Die Geschicklichkeit, mit der er die Sache verdrehte und alles Kanyori anlastete, funktionierte, dachte Kaniũrũ und erfand weitere Details.
„Auch wenn sie meine Frau ist, kann ich Eure Allmächtige Vortrefflichkeit nicht anlügen: Kanyori, meine Frau, ist gefährlich. Sie kann Zahlen verdrehen wie niemand sonst. Sie kann sogar den Teufel täuschen.“
Der Herrscher setzte ein ernstes Gesicht auf und die beiden schauten ihn verängstigt an.

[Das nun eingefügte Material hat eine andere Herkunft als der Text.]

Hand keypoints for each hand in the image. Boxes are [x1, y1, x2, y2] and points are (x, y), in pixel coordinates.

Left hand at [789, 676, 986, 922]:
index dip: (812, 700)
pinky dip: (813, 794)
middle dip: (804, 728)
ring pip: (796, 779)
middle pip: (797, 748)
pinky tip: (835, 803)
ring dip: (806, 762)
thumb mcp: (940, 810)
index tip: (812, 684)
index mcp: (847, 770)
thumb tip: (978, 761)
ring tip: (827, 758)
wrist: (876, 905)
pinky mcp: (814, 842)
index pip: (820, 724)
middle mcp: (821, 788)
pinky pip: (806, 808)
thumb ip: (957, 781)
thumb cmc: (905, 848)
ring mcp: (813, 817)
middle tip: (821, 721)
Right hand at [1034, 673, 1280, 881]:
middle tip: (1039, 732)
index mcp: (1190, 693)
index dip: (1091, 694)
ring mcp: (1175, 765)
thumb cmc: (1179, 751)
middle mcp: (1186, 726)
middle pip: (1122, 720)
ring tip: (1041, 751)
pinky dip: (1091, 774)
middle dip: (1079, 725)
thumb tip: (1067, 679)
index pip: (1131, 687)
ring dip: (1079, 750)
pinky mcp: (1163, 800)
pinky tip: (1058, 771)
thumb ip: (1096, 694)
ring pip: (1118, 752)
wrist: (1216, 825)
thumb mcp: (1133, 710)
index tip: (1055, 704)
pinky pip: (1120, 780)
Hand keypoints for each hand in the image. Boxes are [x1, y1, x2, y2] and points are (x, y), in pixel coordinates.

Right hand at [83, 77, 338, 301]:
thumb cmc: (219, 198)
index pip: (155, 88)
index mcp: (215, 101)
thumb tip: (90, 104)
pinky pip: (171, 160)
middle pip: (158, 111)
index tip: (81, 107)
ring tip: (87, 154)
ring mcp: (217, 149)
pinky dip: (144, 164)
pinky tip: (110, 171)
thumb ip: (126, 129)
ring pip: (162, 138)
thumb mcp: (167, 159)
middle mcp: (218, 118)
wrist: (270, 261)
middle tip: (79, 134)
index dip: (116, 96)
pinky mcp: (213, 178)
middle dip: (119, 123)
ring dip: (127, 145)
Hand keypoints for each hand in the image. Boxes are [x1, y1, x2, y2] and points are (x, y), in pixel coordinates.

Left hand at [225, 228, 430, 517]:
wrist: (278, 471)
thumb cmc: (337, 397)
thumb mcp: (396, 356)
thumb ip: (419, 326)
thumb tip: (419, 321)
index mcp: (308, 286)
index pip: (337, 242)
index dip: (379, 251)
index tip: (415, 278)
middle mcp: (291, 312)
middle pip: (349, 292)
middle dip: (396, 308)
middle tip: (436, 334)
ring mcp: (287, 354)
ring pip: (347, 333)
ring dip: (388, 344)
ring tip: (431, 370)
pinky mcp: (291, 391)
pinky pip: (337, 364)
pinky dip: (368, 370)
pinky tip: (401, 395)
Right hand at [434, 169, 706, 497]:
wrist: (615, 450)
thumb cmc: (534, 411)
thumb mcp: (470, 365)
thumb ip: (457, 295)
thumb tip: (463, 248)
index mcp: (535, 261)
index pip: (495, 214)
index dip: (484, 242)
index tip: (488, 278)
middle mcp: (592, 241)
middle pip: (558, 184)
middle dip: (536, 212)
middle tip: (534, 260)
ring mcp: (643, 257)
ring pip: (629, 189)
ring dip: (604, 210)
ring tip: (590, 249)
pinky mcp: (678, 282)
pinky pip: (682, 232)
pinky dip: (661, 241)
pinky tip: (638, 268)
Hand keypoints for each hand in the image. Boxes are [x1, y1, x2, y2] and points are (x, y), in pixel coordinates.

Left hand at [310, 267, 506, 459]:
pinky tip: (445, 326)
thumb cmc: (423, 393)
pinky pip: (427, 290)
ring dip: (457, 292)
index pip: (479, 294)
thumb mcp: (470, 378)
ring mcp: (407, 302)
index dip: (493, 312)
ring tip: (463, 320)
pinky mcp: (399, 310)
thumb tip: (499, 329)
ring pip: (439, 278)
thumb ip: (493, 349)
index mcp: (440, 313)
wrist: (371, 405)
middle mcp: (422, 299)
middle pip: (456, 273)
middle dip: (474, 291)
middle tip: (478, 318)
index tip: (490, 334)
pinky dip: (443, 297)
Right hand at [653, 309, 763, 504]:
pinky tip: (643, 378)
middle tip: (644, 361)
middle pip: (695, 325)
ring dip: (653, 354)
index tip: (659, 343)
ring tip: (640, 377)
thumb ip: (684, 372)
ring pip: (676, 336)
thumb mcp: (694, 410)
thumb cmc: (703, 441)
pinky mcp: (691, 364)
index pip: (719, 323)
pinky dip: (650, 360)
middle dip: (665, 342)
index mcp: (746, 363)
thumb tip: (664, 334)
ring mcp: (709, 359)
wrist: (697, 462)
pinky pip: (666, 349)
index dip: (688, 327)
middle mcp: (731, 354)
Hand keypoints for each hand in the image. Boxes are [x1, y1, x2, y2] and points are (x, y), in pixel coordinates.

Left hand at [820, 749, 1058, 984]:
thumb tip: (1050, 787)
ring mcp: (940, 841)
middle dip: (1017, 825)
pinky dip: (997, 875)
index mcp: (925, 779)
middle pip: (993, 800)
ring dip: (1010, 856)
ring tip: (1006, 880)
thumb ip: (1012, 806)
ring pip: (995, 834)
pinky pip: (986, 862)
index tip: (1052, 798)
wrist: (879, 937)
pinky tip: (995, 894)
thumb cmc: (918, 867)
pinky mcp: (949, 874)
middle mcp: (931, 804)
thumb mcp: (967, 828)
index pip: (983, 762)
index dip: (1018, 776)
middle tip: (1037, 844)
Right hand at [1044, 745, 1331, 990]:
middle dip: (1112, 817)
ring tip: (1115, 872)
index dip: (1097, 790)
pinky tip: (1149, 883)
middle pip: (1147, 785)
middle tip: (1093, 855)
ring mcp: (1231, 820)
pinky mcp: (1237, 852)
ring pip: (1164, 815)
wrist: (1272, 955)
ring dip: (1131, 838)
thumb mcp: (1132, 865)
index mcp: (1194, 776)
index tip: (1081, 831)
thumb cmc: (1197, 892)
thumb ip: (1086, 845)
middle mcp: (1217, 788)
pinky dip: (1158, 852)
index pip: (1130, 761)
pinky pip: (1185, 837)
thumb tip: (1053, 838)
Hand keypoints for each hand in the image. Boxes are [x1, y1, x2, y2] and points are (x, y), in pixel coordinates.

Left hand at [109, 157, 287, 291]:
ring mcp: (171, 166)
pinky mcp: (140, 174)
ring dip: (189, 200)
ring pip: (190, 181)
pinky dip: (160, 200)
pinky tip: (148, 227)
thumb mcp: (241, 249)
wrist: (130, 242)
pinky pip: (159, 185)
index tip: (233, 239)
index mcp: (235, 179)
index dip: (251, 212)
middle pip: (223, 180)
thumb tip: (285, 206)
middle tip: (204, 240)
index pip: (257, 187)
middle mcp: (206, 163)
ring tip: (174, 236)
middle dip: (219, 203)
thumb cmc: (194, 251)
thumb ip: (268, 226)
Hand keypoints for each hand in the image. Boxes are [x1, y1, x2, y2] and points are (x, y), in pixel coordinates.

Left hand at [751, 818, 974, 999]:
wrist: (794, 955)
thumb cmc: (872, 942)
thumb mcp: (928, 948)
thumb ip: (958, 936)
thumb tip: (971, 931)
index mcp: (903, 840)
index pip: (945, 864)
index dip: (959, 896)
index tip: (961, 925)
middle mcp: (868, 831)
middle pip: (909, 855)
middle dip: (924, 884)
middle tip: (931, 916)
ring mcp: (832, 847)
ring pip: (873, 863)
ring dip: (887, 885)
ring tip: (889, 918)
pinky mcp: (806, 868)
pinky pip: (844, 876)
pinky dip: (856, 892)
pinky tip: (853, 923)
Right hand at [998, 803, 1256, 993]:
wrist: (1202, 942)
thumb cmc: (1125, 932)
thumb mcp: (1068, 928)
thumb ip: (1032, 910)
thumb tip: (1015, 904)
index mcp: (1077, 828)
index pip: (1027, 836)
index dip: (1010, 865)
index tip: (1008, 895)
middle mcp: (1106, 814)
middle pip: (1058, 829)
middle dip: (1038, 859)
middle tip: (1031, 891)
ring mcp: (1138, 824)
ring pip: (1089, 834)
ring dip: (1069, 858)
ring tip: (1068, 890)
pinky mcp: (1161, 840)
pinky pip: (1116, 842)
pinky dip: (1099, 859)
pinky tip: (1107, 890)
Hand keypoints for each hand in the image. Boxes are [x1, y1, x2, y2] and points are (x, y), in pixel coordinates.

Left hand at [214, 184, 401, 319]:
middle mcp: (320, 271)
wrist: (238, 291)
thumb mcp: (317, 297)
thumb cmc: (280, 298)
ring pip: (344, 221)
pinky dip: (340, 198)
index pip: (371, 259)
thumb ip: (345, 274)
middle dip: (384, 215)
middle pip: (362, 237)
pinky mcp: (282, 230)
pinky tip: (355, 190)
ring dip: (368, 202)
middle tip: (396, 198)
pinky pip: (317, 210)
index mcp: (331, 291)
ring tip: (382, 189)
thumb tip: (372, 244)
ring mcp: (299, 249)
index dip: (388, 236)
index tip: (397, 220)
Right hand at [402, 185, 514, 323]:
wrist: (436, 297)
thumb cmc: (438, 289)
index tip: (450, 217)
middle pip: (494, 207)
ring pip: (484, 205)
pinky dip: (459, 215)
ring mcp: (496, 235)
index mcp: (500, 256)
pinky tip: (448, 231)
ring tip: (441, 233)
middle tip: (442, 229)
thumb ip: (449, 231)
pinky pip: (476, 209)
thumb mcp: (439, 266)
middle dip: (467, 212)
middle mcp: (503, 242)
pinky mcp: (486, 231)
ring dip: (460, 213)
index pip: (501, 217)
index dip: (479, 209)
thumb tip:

„Kaniũrũ, du bist am falschen Platz. Das Verteidigungsministerium braucht jemanden, der vertrauenswürdig ist, keinen Gauner, zumindest keinen Gauner, der seinen Oberbefehlshaber auf Abwege führt. Es braucht jemanden, dem ich vollkommen vertrauen kann, jemanden, der mit Abschreckungstaktiken den Feind dazu bringt, sich zu ergeben, und gleichzeitig so furchtsam lebt, dass er nicht versucht, etwas gegen seinen Herrn und Meister zu unternehmen, jemanden, der für mich lügt, mich aber nicht belügt, jemanden, der bewiesen hat, dass er lieber sein eigenes Grab schaufeln würde, als mir gegenüber unehrlich zu sein, jemanden wie Tajirika. Im Zeitalter von Baby D brauche ich einen solchen Mann an der Spitze meiner Streitkräfte. Tajirika, du bist mein neuer Verteidigungsminister.“
Heute mache ich eine Flasche Champagner auf, dachte Tajirika, und selbst Vinjinia wird sich, auch wenn sie nicht trinkt, ein Glas genehmigen müssen.
„Und nun wieder zu dir“, sprach der Herrscher, schaute Kaniũrũ an und konnte beim Gedanken an diesen Mann, der von einer Frau übers Ohr gehauen worden war, sein Lachen kaum zurückhalten. „Ich will fünfzig Prozent von dem Geld, das du aus Marching to Heaven gestohlen hast, plus Zinsen, und das Ganze geht in den Ruler’s Smog Disaster Fund. Ich gebe dir aber noch eine Chance. Deine Gerissenheit eignet sich am besten für die Jugend und für Geldangelegenheiten. Du bist mein neuer Minister für Finanzen und Jugendangelegenheiten. Was deine Frau Jane Kanyori angeht, so wünsche ich, dass sie unverzüglich aus der National Bank of Commerce and Industry abgezogen und an strategischer Stelle in der Central Bank eingesetzt wird. Ich will sie zur neuen Rechnungsprüferin der Central Bank ernennen. Aber lass dich warnen. Ich lasse dich und Mrs. Kaniũrũ an der langen Leine, und die könnte euch zum Verhängnis werden. Keine Lügen mehr! Sonst werdet ihr Gauner mich kennenlernen“, schloss der Herrscher sichtlich zufrieden damit, wie er alles umgeordnet und eine Technokratin in eine Position monetärer Autorität gesetzt hatte. „Wirkliche Betrüger lassen sich vom Realismus leiten.“
Dieser Satz stammte eigentlich aus der „Politischen Theorie“ des Herrschers, in der Machokali formuliert hatte, dass Betrüger oft realistischer an die Beurteilung einer Lage gingen als bloße Idealisten.
Die beiden Minister sahen einander an, als wüssten sie nicht genau, wer bei dieser ersten Kabinettsumbildung im Zeitalter von Baby D mehr gewonnen hatte. Aber beiden war klar, dass der Kampf zwischen ihnen, ähnlich dem zwischen Machokali und Sikiokuu in der vorangegangenen Ära, gerade erst begonnen hatte.